Outlines Online

The ethic’s teacher who liked to mix it up with his students used overheads too.  He was pretty contentious, and the second year I attended his class, he announced he would be putting the overheads online.  I want you to listen, he said, to what I am saying and not writing down what’s on greymassthe overhead.  Also, he was a quick talker, and I think he was tired of having to stand there and wait while the students copied what he had just been saying before he could move to a new overhead (he didn’t have two overhead projectors like the biology guys did).

He went a step further and had one of the teaching assistants take notes for the class.  These were then taken to the note taking service where students could buy the notes if they wanted.  These notes—I bought some of them—were interesting because they could serve as examples of how notes should be taken and perhaps because the note taker was himself a philosophy major a tiny bit of interpretation of the lectures crept into the notes.

So the students had three sources to use to memorize and regurgitate: the lectures, the online outlines, and the note taking service.  Actually they had four sources since the course also had a reader featuring selections from Kant, Benthan, Mill, and up to date articles on abortion, euthanasia and capital punishment. But they didn’t do any of the reading.

One immediate result of the teacher’s conscientiousness was a drop in attendance. Students came to the lecture to copy the outlines, but they didn’t need to do that anymore since the outlines were online.  To the teacher’s credit and a testimony to the sturdiness of his ego, this drop didn’t bother him. Possibly, he felt that the students who came to lecture were really interested.

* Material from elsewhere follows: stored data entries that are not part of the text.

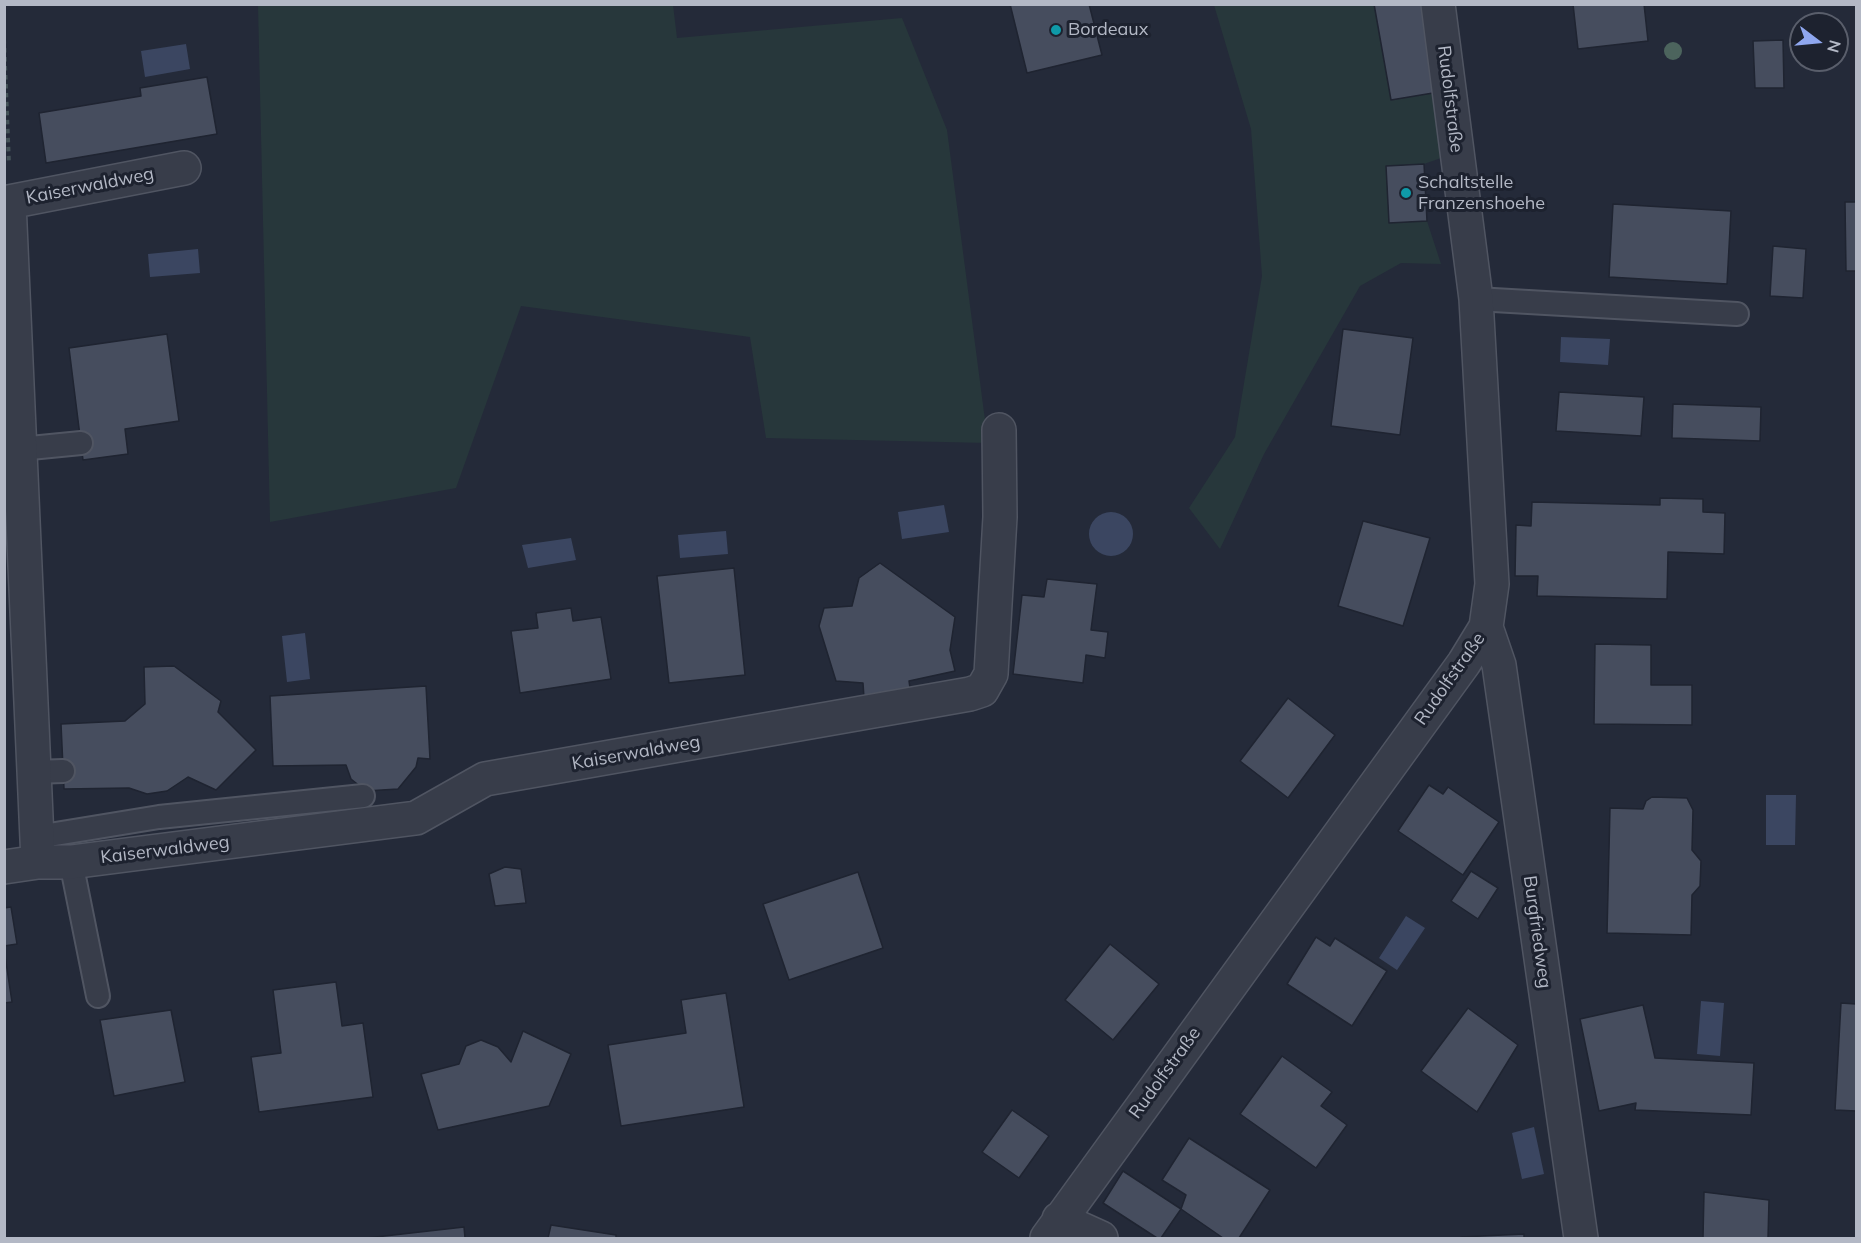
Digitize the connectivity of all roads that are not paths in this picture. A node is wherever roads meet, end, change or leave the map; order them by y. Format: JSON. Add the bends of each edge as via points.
{"nodes":[{"id":1,"x":1438,"y":4,"type":"edge"},
{"id":2,"x":184,"y":168,"type":"dead end"},
{"id":3,"x":1476,"y":299,"type":"junction"},
{"id":4,"x":1737,"y":314,"type":"dead end"},
{"id":5,"x":999,"y":430,"type":"dead end"},
{"id":6,"x":81,"y":443,"type":"dead end"},
{"id":7,"x":20,"y":449,"type":"junction"},
{"id":8,"x":1486,"y":627,"type":"junction"},
{"id":9,"x":363,"y":796,"type":"dead end"},
{"id":10,"x":37,"y":849,"type":"junction"},
{"id":11,"x":71,"y":862,"type":"junction"},
{"id":12,"x":4,"y":867,"type":"edge"},
{"id":13,"x":98,"y":996,"type":"dead end"},
{"id":14,"x":1053,"y":1229,"type":"edge"},
{"id":15,"x":1101,"y":1239,"type":"edge"},
{"id":16,"x":1581,"y":1239,"type":"edge"}],
"edges":[{"from":1,"to":3,"type":"street","name":"Rudolfstraße"},
{"from":2,"to":7,"type":"street","name":"Kaiserwaldweg","via":[[9,202]]},
{"from":3,"to":4,"type":"lane"},
{"from":3,"to":8,"type":"street","name":"Rudolfstraße","via":[[1492,584]]},
{"from":5,"to":11,"type":"street","name":"Kaiserwaldweg","via":[[1000,517],[991,674],[982,690],[485,779],[416,818]]},
{"from":6,"to":7,"type":"lane"},
{"from":7,"to":10,"type":"street","name":"Kaiserwaldweg","via":[[49,772]]},
{"from":8,"to":14,"type":"street","name":"Rudolfstraße","via":[[1464,663]]},
{"from":8,"to":16,"type":"street","name":"Burgfriedweg","via":[[1499,665]]},
{"from":9,"to":10,"type":"lane","via":[[159,817]]},
{"from":10,"to":11,"type":"street","name":"Kaiserwaldweg"},
{"from":10,"to":12,"type":"street","name":"Kaiserwaldweg"},
{"from":11,"to":13,"type":"lane"},
{"from":14,"to":15,"type":"street"}]}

I did wonder what those biology teachers felt.  The first day of that class every one of the 800 seats would have a body in it and the aisles too would be full.  But by the end of the second week, a drop off had already distinctly occurred, and towards the end of the quarter, attendance had dropped to about a third of its original total.  At one point, possibly in my second year of attending the course, they must have just given up on attendance because they started videotaping the lectures, and if you were biology major you could go online and view the lectures.  The technology was relatively new so all you could see was this little, tiny stick figure in the middle of space in the middle of the screen, but the sound was good.

Another result, though, of the teacher’s contentiousness was not as immediate but more troubling in its way.  The TA’s for the course read the first paper and the midterm and said, perhaps because the teacher had so effectively communicated his outlines, that all the papers were alike.  One after the other.  True, a very few papers that were exceptionally well written registered as A’s; and true a few were very poorly written (usually by students whose first language was not English) and stood out as C’s.  But in between, they could find nothing but a grey and indistinguishable mass.

So when students came to question their grades, the TA’s didn’t know what to do sometimes because, upon rereading the paper or parts of it, they really couldn’t remember why they had given that section four points rather than five.  One TA just threw in the towel and gave every student a B+ on the second paper.  This took the students a while to figure out but when they did they were pretty annoyed.

I guess the lessons derived from the online outline experiment became known.  The last time I sat through the course, the teacher had moved to laptop and data projector.  She didn’t however put the outlines on the web.  Indeed, on more than one occasion, she stopped the class and told a student to put away his or her camera because students were not to take pictures of her outlines and distribute them on the web.  Now with the cell phone camera I doubt she would be able to stop outline pirating.